Rice always had to work a job, and took his responsibilities to his employer so seriously that he almost never played major league ball at all. With several major league scouts waiting for him to appear at an American Legion game, Rice wouldn’t leave his job on a loading dock because his replacement hadn’t arrived yet. Consequently, many scouts left before seeing him, and most who remained labeled him lazy because they didn’t know he was laying down in the dugout between innings because he had worked a full shift on the dock before the game.

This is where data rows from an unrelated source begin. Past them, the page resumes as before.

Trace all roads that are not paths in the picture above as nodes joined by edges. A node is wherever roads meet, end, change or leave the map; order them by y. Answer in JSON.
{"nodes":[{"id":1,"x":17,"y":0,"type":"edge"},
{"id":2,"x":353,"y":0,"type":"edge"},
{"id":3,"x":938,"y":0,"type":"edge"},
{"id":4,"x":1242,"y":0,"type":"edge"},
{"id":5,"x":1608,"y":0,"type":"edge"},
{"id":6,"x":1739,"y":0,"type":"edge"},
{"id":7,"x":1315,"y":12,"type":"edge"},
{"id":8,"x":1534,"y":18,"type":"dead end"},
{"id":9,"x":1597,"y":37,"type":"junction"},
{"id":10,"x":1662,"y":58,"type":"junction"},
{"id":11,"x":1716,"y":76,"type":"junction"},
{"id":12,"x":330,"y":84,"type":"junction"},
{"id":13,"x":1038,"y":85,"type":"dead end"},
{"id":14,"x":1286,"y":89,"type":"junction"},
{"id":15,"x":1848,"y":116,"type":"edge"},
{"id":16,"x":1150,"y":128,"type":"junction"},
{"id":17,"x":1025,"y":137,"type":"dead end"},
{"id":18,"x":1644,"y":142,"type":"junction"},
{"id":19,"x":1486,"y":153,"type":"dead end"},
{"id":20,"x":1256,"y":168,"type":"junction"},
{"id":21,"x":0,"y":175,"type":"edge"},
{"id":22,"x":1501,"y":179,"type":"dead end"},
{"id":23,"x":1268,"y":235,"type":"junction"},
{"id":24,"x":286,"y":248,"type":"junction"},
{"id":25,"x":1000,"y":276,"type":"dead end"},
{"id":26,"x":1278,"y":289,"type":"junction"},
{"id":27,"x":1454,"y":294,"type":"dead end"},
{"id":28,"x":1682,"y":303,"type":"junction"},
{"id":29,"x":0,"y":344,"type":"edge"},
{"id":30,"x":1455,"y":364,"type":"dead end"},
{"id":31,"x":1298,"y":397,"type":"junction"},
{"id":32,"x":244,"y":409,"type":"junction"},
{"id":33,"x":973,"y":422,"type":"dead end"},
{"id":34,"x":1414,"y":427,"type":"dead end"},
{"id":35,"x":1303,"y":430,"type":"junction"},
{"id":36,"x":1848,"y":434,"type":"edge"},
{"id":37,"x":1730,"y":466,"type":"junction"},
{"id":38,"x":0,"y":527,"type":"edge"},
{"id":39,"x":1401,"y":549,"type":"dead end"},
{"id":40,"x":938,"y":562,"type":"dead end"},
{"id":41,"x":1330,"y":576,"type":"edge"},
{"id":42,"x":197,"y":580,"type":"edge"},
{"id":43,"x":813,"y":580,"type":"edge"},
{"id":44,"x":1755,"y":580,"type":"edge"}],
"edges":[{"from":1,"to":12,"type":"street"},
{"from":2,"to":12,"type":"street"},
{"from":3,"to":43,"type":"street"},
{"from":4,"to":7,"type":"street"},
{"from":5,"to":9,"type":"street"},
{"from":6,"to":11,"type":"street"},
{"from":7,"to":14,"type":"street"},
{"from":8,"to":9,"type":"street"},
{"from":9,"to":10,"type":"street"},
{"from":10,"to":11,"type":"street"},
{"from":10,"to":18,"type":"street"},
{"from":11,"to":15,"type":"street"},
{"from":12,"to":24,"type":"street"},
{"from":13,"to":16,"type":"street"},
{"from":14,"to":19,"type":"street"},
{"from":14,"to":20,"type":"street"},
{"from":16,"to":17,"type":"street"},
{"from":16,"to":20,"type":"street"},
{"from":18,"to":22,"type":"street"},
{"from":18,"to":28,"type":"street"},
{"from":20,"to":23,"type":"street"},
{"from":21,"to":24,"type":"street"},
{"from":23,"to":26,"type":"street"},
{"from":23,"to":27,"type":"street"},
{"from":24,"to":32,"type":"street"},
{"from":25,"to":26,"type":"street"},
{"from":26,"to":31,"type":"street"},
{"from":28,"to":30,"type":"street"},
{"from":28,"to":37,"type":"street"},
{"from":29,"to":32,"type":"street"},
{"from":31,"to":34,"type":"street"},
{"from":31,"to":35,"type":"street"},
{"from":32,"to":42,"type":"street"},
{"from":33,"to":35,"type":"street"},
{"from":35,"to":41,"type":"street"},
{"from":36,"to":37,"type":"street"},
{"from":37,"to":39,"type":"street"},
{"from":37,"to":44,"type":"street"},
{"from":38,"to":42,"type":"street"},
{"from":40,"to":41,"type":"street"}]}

When Rice finally reached the majors, his arrival coincided with the racial conflicts in Boston regarding busing. He had to watch buses full of black children being stoned by Irish Southies on the evening news every night, then face the microphones of acerbic media members named Ryan, Sullivan, Murphy, Callahan or McDonough. He had to endure the loneliness of having no black teammates for four years worth of games during his career, and had to listen to some of the home fans in Boston calling him “Uncle Ben” from the left field seats. When he returned to South Carolina in the off-season to play a little golf, he was told to his face that the only reason he was allowed to play the nicest course in town was because he was a famous ballplayer. Otherwise, his skin color would have confined him to the public course in town.

And how did Rice react to this treatment? Did he play the race card? Did he cheat? Did he inject himself with steroids to help recover from the injuries that forced him to retire at 36? No, because his parents and his coaches taught him personal responsibility early in life, a lesson he never forgot.

Now, years later, Rice can’t get elected to the Hall of Fame, partly because he was portrayed in the media as a jerk and partly because he didn’t cheat to extend his career. He took the abuse with stoicism and suffered the resultant damage to his reputation. He took the responsibility to play the game hard and with honesty, and wouldn’t allow himself to cheat the game with illegal drugs. Bonds has done Rice, and countless others who preceded him, a dual disservice. First he cheated the game and cheapened their accomplishments with artificially bloated statistics, then he cheated their legacy for facing down racism by implying that his cushy upbringing compared to theirs.

What Bonds’ apologists have done is a further disservice. They have lent legitimacy to his ludicrous complaints, and allowed Bonds to escape responsibility for his actions. Both Bonds and his apologists should be ashamed of themselves.